Nachdem der Bezirk jahrelang mitangesehen hatte, wie das Gebäude verfiel und der Leerstand auf ein Drittel der Wohnungen anwuchs, soll nun eine härtere Gangart eingeschlagen und das Haus als Problemimmobilie behandelt werden. Schmidt kündigte an: »Die neuen Eigentümer werden sich mit den Instrumenten der Bauaufsicht, des sozialen Erhaltungsrechts und der Zweckentfremdung vertraut machen müssen.«
Auf ein entschlosseneres Vorgehen gegen die Eigentümer und einen besseren Schutz durch den Bezirk hoffen nun auch die Bewohner*innen. Die Stimmung im Haus schwanke zwischen Enttäuschung und Wut, berichtet eine Bewohnerin. Jetzt gelte es, die Hausgemeinschaft zusammenzuhalten und Zermürbung sowie Resignation entgegenzuwirken. Ausziehen werde man nicht, ergänzt eine andere. Sie sagt: »Unser Haus, das von außen so aussieht, als würde es jeden Moment zusammenfallen, steht. Weil wir es halten. Und weil wir bleiben. Weil wir trotz Einschränkungen nicht kapitulieren und nicht freiwillig ausziehen. Wir fühlen uns hier sehr wohl und aufgehoben. Das ist unser Platz und Wirken – ein harmonisches Miteinander in einer Millionenstadt.«
Auch der Berliner Mieterverein[3] hatte sich stark gemacht für die Übernahme durch ein landeseigenes Wohnungsunternehmen. Geschäftsführer Sebastian Bartels sagt »nd«, dass in diesem Fall »wirklich alle Bedingungen vorlagen, um das Vorkaufsrecht auszuüben: eine vernachlässigte Immobilie, leerstehende Wohnungen, die für besondere Zielgruppen genutzt werden könnten, eine starke Hausgemeinschaft mit Ideen sowie ein ausgefeiltes Konzept, das der Bezirk in mühevoller Kleinarbeit entwickelt hat«. Vom Scheitern gehe ein verheerendes Signal an Investoren aus, die keine Vereinbarung zur Abwendung des Vorkaufsrechts mehr unterzeichnen werden – weil sie davon ausgehen können, dass der Senat ohnehin kein Geld für eine Übernahme bereitstellt. Darüber hinaus werde den Bezirken signalisiert, dass es sinnlos sei, Arbeit in die Vorbereitung des Vorkaufsrechts zu investieren.

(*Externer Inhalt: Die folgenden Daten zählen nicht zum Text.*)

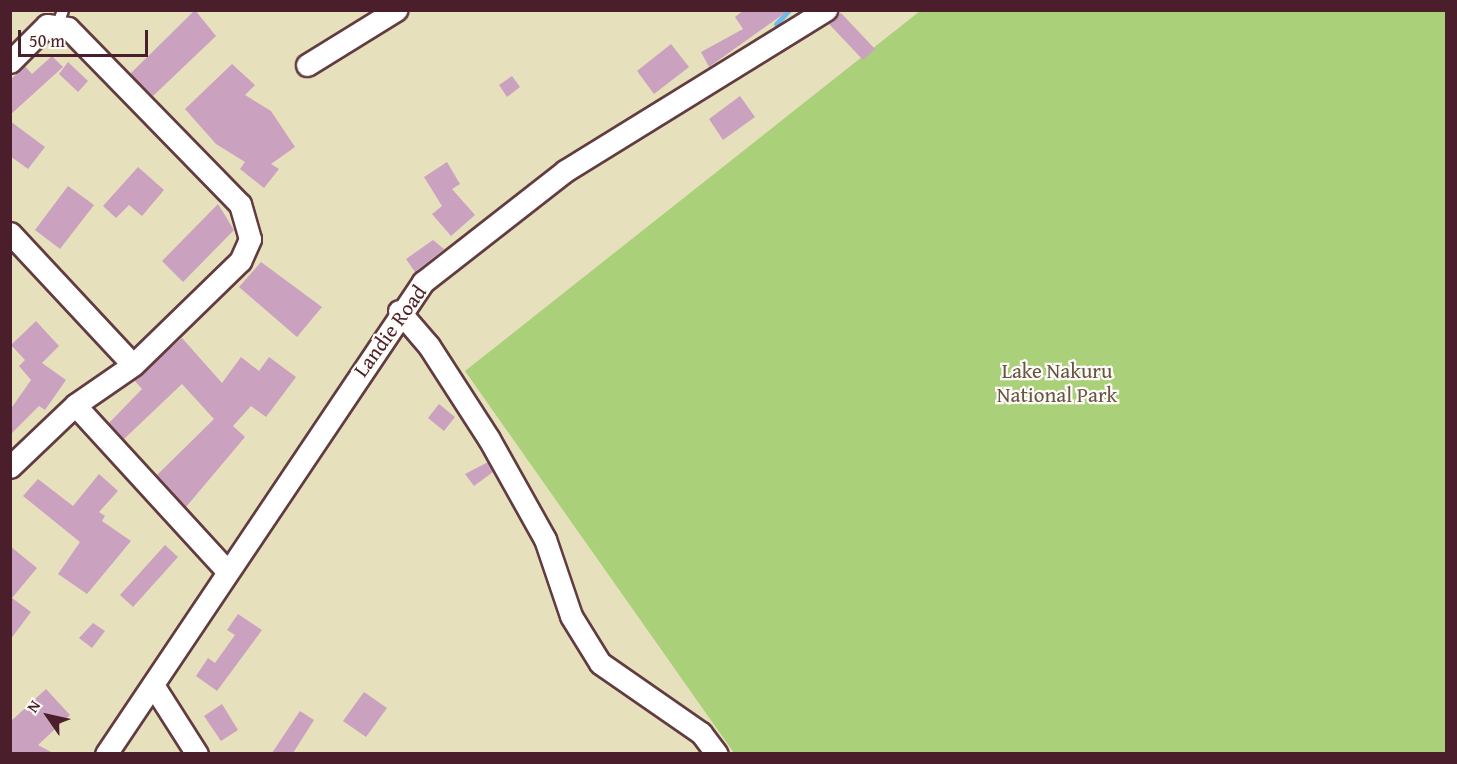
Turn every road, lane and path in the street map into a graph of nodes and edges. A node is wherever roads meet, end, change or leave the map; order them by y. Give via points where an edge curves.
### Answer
1 (396, 10) edge
2 (815, 13) edge
3 (61, 17) edge
4 (10, 62) edge
5 (307, 65) dead end
6 (10, 233) edge
7 (399, 311) junction
8 (133, 364) junction
9 (75, 405) junction
10 (10, 467) edge
11 (227, 571) junction
12 (153, 685) junction
13 (106, 753) edge
14 (197, 753) edge
15 (717, 753) edge

1 - 5 street
2 - 7 street, Landie Road via 565,171 460,249
3 - 4 street via 46,25
3 - 8 street via 240,204 249,223 250,239 240,261
6 - 8 street
7 - 11 street, Landie Road
7 - 15 street via 429,346 489,439 545,539 572,616 600,663 637,694 701,733
8 - 9 street
9 - 10 street
9 - 11 street
11 - 12 street, Landie Road
12 - 13 street, Landie Road
12 - 14 street

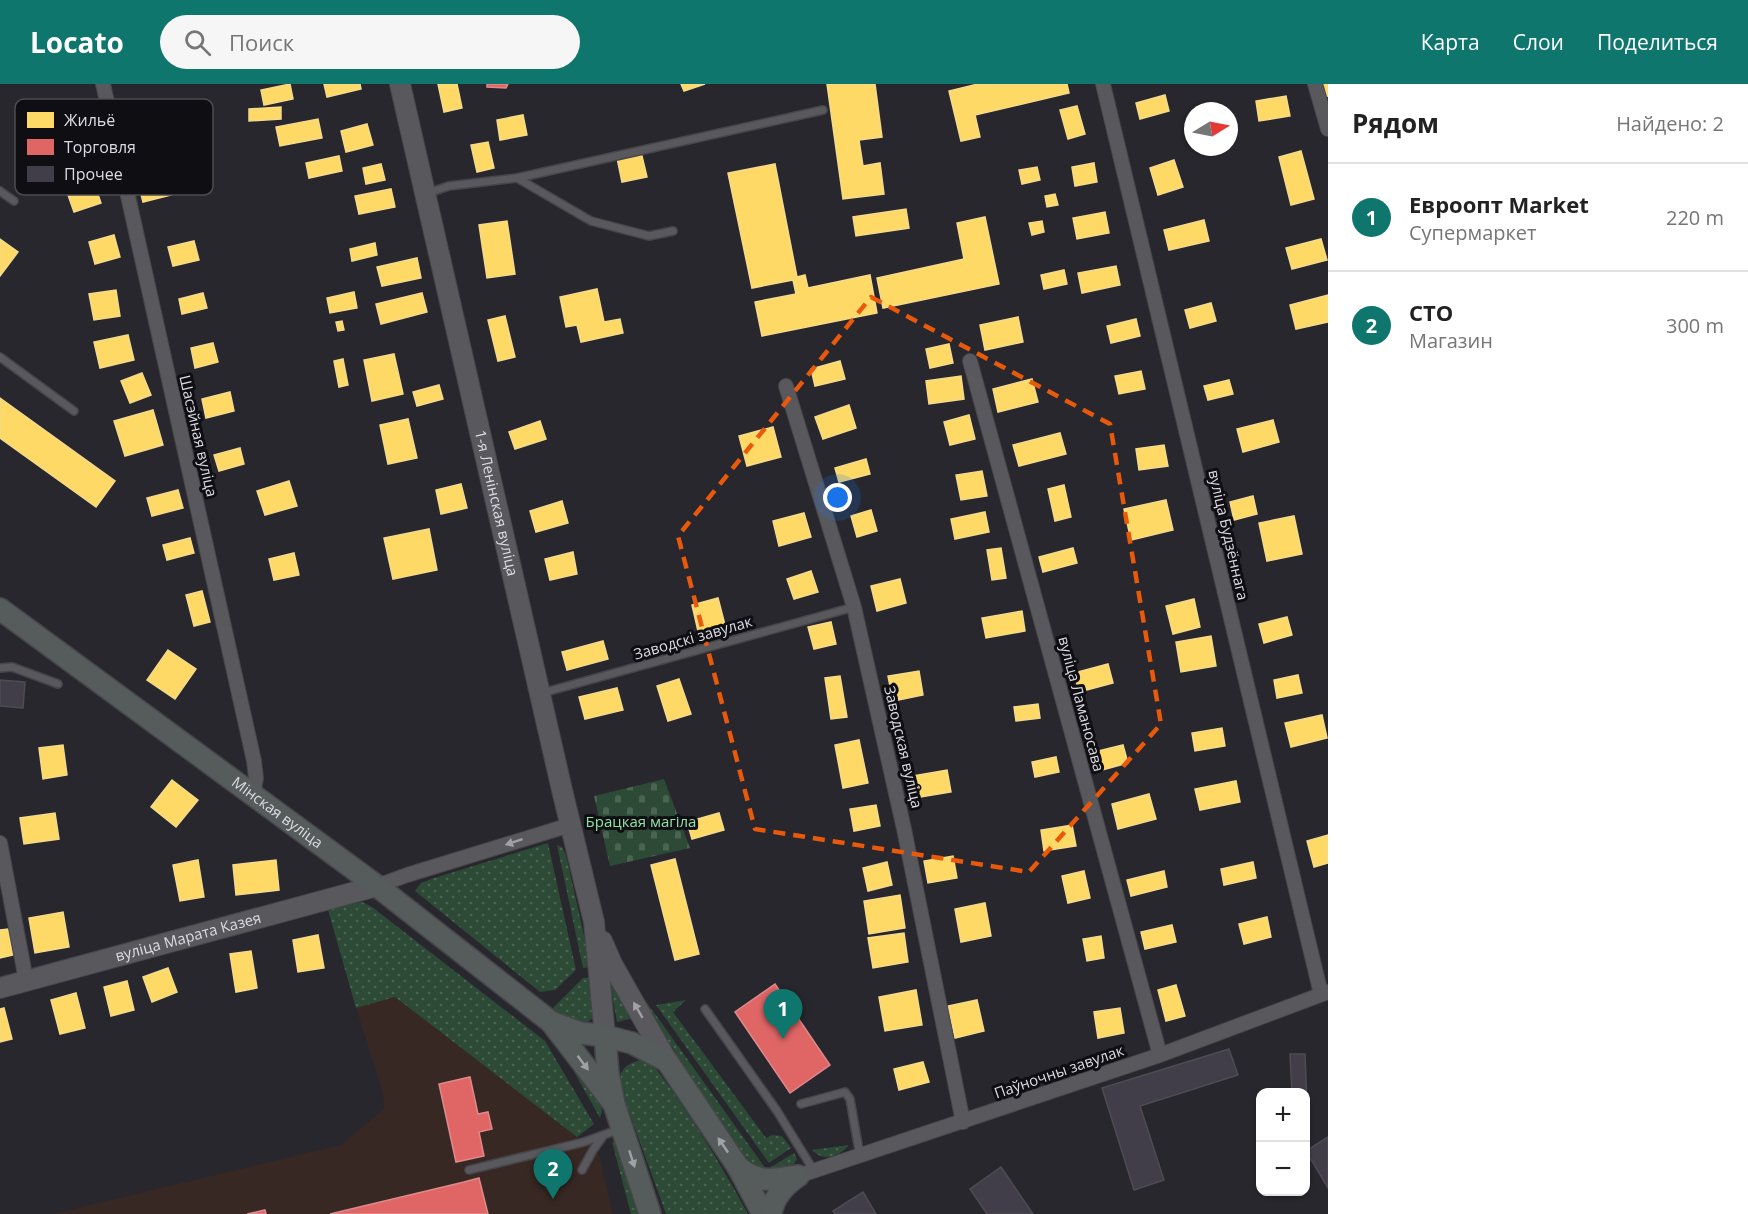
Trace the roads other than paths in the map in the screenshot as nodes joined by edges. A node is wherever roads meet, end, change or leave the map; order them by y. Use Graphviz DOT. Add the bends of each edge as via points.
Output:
graph roads {
  1 [pos="103,84"];
  2 [pos="400,84"];
  3 [pos="1103,84"];
  4 [pos="1316,84"];
  5 [pos="106,99"];
  6 [pos="823,110"];
  7 [pos="1328,129"];
  8 [pos="516,178"];
  9 [pos="0,192"];
  10 [pos="426,194"];
  11 [pos="128,195"];
  12 [pos="14,201"];
  13 [pos="672,231"];
  14 [pos="0,357"];
  15 [pos="970,361"];
  16 [pos="786,386"];
  17 [pos="74,411"];
  18 [pos="854,607"];
  19 [pos="0,609"];
  20 [pos="0,668"];
  21 [pos="58,684"];
  22 [pos="540,693"];
  23 [pos="253,795"];
  24 [pos="570,825"];
  25 [pos="0,843"];
  26 [pos="377,886"];
  27 [pos="594,922"];
  28 [pos="26,981"];
  29 [pos="0,988"];
  30 [pos="1325,993"];
  31 [pos="705,1009"];
  32 [pos="551,1022"];
  33 [pos="605,1036"];
  34 [pos="658,1055"];
  35 [pos="1160,1055"];
  36 [pos="609,1080"];
  37 [pos="614,1104"];
  38 [pos="801,1104"];
  39 [pos="963,1122"];
  40 [pos="614,1132"];
  41 [pos="860,1156"];
  42 [pos="738,1167"];
  43 [pos="470,1170"];
  44 [pos="582,1170"];
  45 [pos="806,1174"];
  46 [pos="650,1214"];
  47 [pos="763,1214"];
  48 [pos="771,1214"];
  1 -- 5 [label="street, Шасэйная вуліца"];
  2 -- 10 [label="main road, 1-я Ленінская вуліца"];
  3 -- 30 [label="street, вуліца Будзённага"];
  4 -- 7 [label="street"];
  6 -- 8 [label="lane"];
  8 -- 10 [label="lane" via="449,186"];
  8 -- 13 [label="lane" via="591,221 649,236"];
  9 -- 12 [label="lane"];
  10 -- 22 [label="main road, 1-я Ленінская вуліца"];
  11 -- 23 [label="street, Шасэйная вуліца" via="254,761"];
  14 -- 17 [label="lane"];
  15 -- 35 [label="street, вуліца Ламаносава"];
  16 -- 18 [label="street, Заводская вуліца"];
  18 -- 22 [label="lane, Заводскі завулак"];
  18 -- 39 [label="street, Заводская вуліца"];
  19 -- 23 [label="main road, Мінская вуліца"];
  20 -- 21 [label="lane" via="12,667"];
  22 -- 24 [label="main road, 1-я Ленінская вуліца"];
  23 -- 26 [label="main road, Мінская вуліца"];
  24 -- 26 [label="street, one-way"];
  24 -- 27 [label="main road, 1-я Ленінская вуліца"];
  25 -- 28 [label="street"];
  26 -- 28 [label="main road, вуліца Марата Казея"];
  26 -- 32 [label="main road, Мінская вуліца"];
  27 -- 33 [label="main road"];
  34 -- 27 [label="main road, one-way"];
  28 -- 29 [label="main road, вуліца Марата Казея"];
  30 -- 35 [label="street, Паўночны завулак"];
  31 -- 45 [label="lane" via="777,1111"];
  32 -- 33 [label="main road" via="581,1033"];
  32 -- 37 [label="main road, one-way"];
  33 -- 34 [label="main road"];
  33 -- 36 [label="main road"];
  34 -- 36 [label="main road" via="629,1052 619,1058"];
  42 -- 34 [label="main road, one-way"];
  35 -- 39 [label="street, Паўночны завулак"];
  36 -- 37 [label="main road"];
  37 -- 40 [label="main road"];
  38 -- 41 [label="lane" via="845,1092 850,1099"];
  39 -- 41 [label="street, Паўночны завулак"];
  40 -- 43 [label="lane"];
  40 -- 44 [label="lane" via="592,1150"];
  40 -- 46 [label="main road, one-way"];
  41 -- 45 [label="street, Паўночны завулак"];
  42 -- 45 [label="main road" via="761,1180"];
  42 -- 47 [label="main road"];
  45 -- 48 [label="main road" via="788,1184 774,1201"];
}
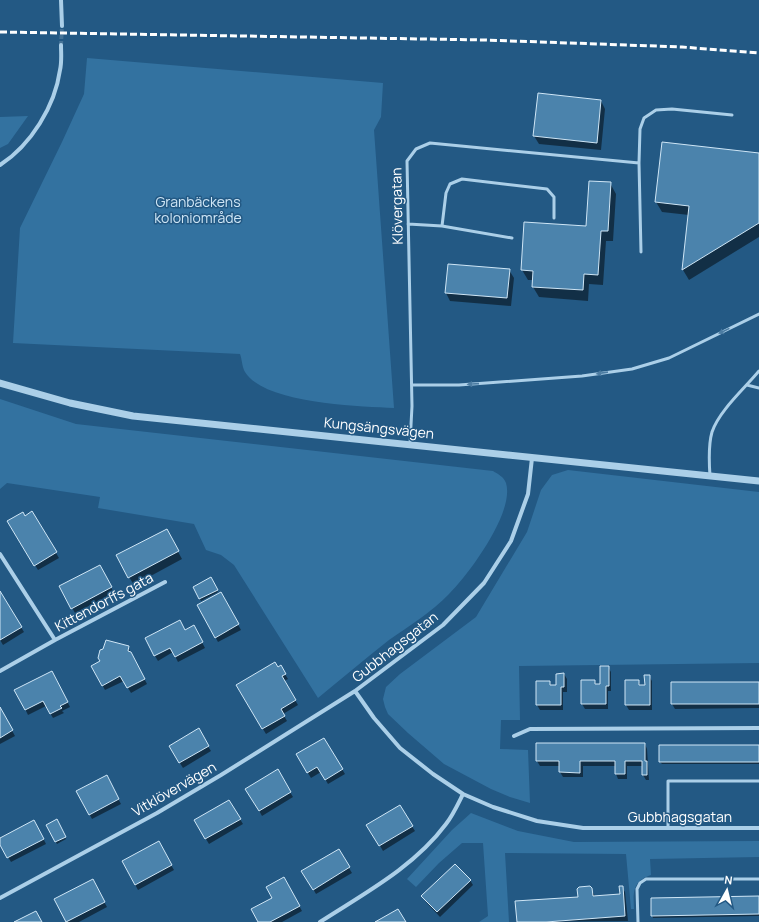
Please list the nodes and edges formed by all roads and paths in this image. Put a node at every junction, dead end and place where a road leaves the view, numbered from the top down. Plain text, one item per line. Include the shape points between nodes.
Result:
1 (61, 0) edge
2 (62, 26) tunnel mouth
3 (62, 45) tunnel mouth
4 (732, 115) dead end
5 (639, 163) junction
6 (0, 165) edge
7 (554, 218) dead end
8 (408, 224) junction
9 (442, 226) junction
10 (512, 238) dead end
11 (641, 252) dead end
12 (759, 314) edge
13 (759, 371) edge
14 (0, 382) edge
15 (412, 385) junction
16 (748, 385) junction
17 (759, 388) edge
18 (410, 444) junction
19 (532, 458) junction
20 (710, 476) junction
21 (759, 481) edge
22 (0, 554) edge
23 (165, 582) dead end
24 (55, 640) junction
25 (0, 671) edge
26 (355, 692) junction
27 (759, 728) edge
28 (514, 736) dead end
29 (759, 781) edge
30 (463, 794) junction
31 (668, 828) junction
32 (759, 828) edge
33 (759, 879) edge
34 (0, 898) edge
35 (320, 922) edge
36 (638, 922) edge

1 - 2 street
3 - 6 street via 60,70 53,96 42,120 26,142
4 - 5 lane via 672,109 656,110 644,118 640,129
5 - 8 lane, Klövergatan via 430,143 416,149 407,161
5 - 11 lane
7 - 9 lane via 554,197 547,189 462,179 450,184 446,193
8 - 9 lane
8 - 15 lane, Klövergatan
9 - 10 lane
12 -> 15 lane via 669,358 632,369 582,376 459,385
13 - 16 lane
14 - 18 street, Kungsängsvägen via 70,403 133,416
15 - 18 lane, Klövergatan
16 - 17 lane
16 - 20 lane via 719,417 712,433
18 - 19 street, Kungsängsvägen
19 - 20 street, Kungsängsvägen
19 - 26 street, Gubbhagsgatan via 528,494 511,541 484,584 443,625
20 - 21 street, Kungsängsvägen
22 - 24 street, Kittendorffs gata
23 - 24 street, Kittendorffs gata
24 - 25 street, Kittendorffs gata
26 - 30 street, Gubbhagsgatan via 400,748
26 - 34 street, Vitklövervägen via 157,813
27 - 28 street via 530,729
29 - 31 lane via 668,780
30 - 31 street, Gubbhagsgatan via 537,821 583,828
30 - 35 street via 448,823 415,858 392,876
31 - 32 street, Gubbhagsgatan
33 - 36 lane via 646,879 637,889

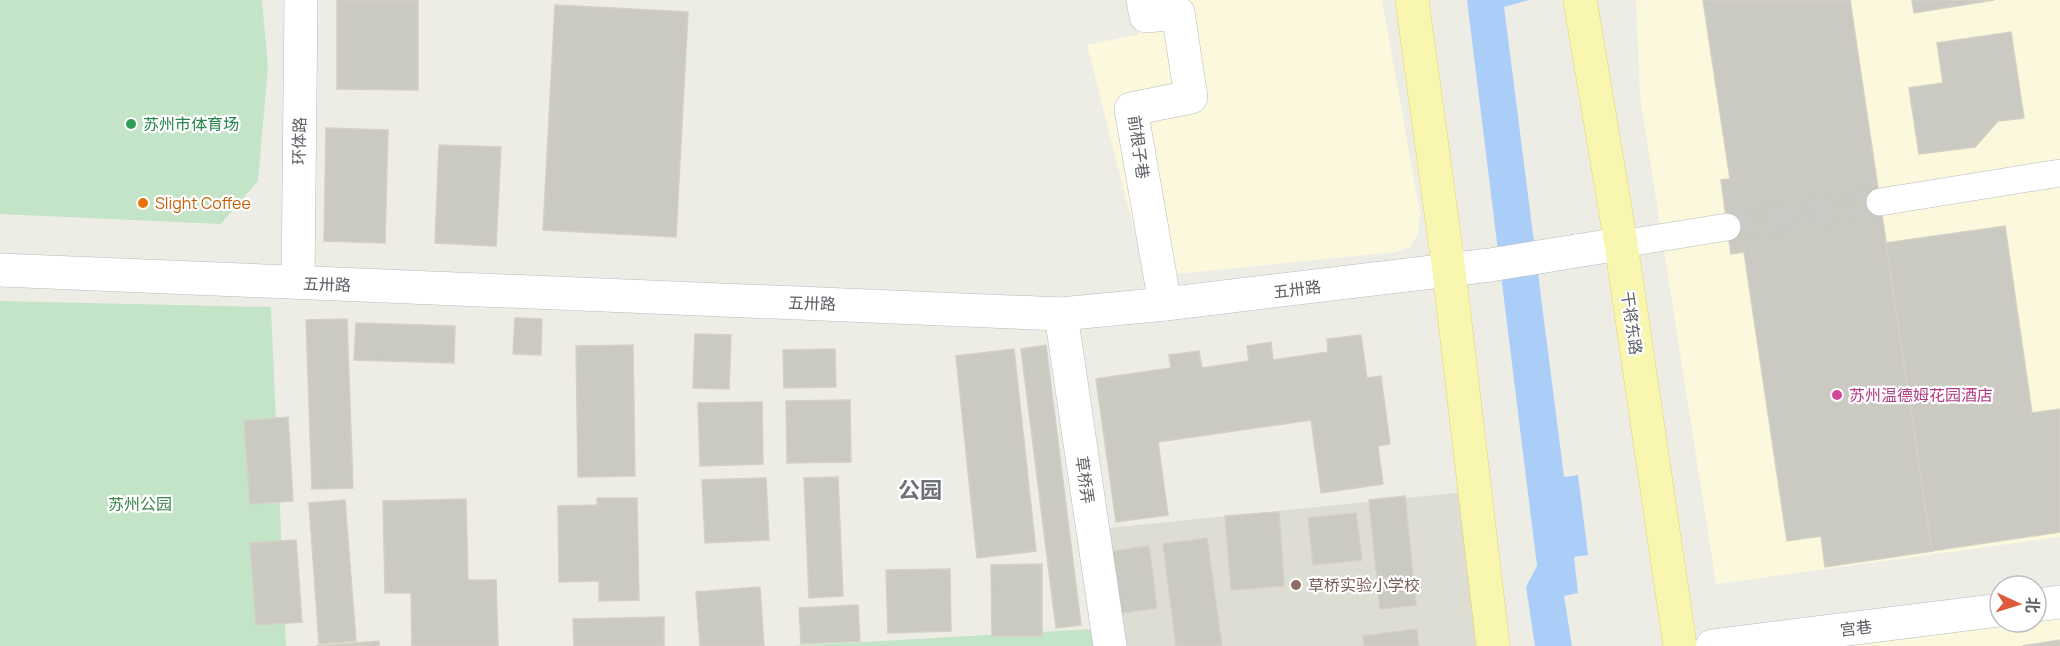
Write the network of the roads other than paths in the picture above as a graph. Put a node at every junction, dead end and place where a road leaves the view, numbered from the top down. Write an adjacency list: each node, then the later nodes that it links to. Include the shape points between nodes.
1 (301, 0): 11 (street, 环体路)
2 (1143, 0): 12 (street, 前根子巷, via 1146,16 1178,13 1191,97 1131,109)
3 (1412, 0): 10 (main road)
4 (1580, 0): 8 (main road, 干将东路)
5 (2060, 173): 6 (street)
6 (1880, 202)
7 (1727, 227): 8 (street)
8 (1621, 244): 10 (street, 五卅路, bridge); 17 (main road, 干将东路)
9 (0, 270): 11 (street, 五卅路)
10 (1449, 271): 12 (street, 五卅路); 16 (main road)
11 (298, 282): 13 (street, 五卅路)
12 (1165, 304): 13 (street, 五卅路)
13 (1061, 314): 15 (street, 草桥弄)
14 (1988, 612): 18 (street, 宫巷)
15 (1110, 646)
16 (1493, 646)
17 (1680, 646)
18 (1712, 646)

»In diesem Fall lagen wirklich alle Bedingungen vor, um das Vorkaufsrecht auszuüben.«
Sebastian Bartels Mieterverein
Bartels vermisst beim Senat den klaren Willen, das Vorkaufsrecht tatsächlich anzuwenden und bestehende Hürden aus dem Weg zu räumen. Der Senat solle sich endlich mit den Bezirken an einen Tisch setzen und ein klares Konzept mit Kriterien für die Anwendung des Vorkaufsrechts entwickeln. Überfällig sei zudem die Einrichtung einer Stabsstelle, um die Zuständigkeitsblockaden zwischen den Senatsverwaltungen zu überwinden.
Für die Abgeordnete Katrin Schmidberger (Grüne) ist die Absage des Senats die »faktische Beerdigung des Vorkaufsrechts«. Statt zu handeln, habe man die Verantwortung zwischen den Senatoren hin- und hergeschoben. Auch Schmidberger fordert Transparenz, nachvollziehbare Kriterien und eine landesweite Strategie, um spekulative Käufe wirksam zu verhindern und »gemeinsam mit landeseigenen Wohnungsunternehmen, Genossenschaften und Stiftungen Häuser in gemeinwohlorientierte Trägerschaft zu überführen«.